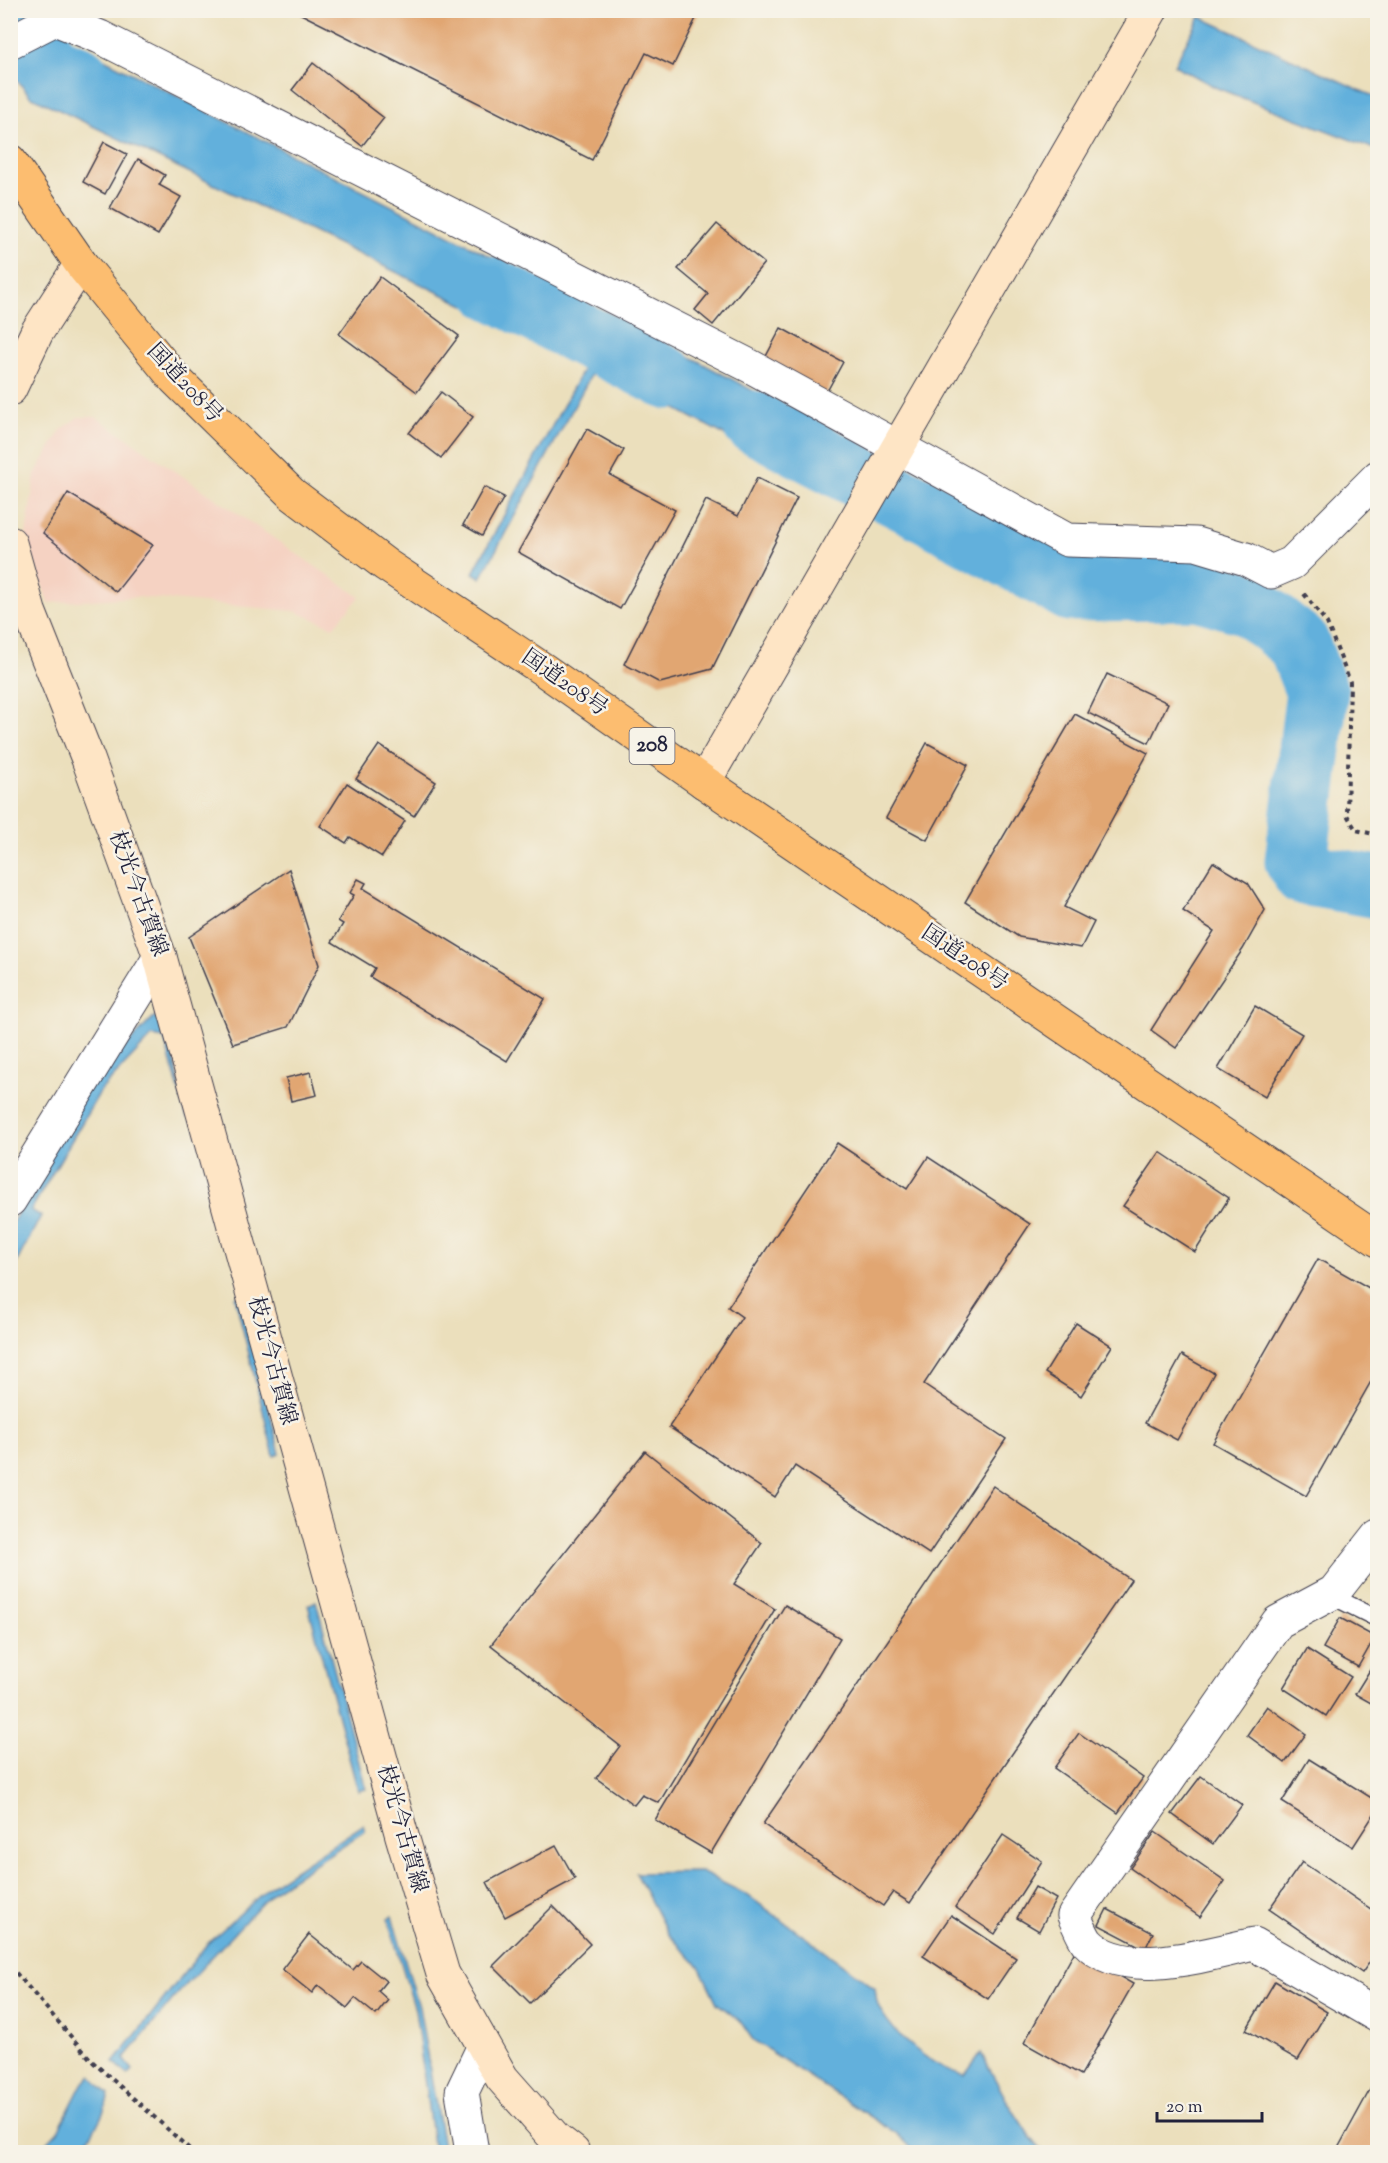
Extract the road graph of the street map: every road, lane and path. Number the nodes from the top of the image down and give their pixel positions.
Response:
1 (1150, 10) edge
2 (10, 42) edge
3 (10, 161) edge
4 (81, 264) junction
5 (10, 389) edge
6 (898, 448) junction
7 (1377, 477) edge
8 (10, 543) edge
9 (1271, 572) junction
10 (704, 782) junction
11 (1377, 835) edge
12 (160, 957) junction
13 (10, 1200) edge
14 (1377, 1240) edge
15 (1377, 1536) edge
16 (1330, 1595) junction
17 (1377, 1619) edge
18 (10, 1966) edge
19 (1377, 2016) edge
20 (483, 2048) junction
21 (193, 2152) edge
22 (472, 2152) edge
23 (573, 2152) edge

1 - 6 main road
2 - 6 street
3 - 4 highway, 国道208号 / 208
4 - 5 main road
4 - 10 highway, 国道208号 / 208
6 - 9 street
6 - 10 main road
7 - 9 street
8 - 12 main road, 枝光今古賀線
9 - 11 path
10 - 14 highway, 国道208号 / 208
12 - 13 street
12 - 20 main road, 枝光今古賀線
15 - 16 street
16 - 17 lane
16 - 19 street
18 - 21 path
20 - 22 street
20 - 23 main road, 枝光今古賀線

--

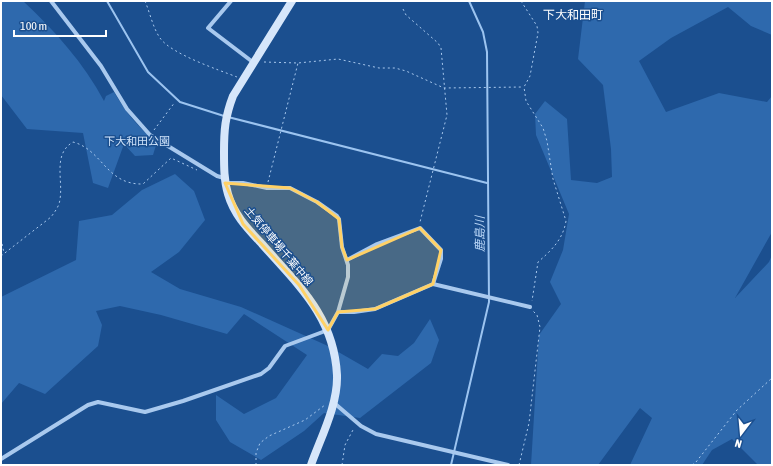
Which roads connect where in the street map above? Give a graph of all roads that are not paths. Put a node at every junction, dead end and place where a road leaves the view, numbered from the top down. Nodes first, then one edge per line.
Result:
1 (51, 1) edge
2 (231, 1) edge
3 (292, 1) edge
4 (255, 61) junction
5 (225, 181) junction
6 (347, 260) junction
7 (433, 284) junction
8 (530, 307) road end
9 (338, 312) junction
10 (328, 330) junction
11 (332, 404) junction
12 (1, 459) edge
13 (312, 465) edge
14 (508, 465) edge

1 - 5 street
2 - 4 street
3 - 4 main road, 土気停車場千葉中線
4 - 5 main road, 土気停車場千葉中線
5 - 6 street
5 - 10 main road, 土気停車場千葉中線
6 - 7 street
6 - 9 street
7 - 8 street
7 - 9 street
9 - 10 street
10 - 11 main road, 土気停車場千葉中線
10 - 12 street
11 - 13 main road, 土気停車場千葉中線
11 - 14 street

### Aim of the exercise
Scan the material above. Copy each line that holds the word "from".

### Problem solution
Extract the road graph of the street map: every road, lane and path. Number the nodes from the top of the image down and give their pixel positions.
Which roads connect where in the street map above? Give a graph of all roads that are not paths. Put a node at every junction, dead end and place where a road leaves the view, numbered from the top down. Nodes first, then one edge per line.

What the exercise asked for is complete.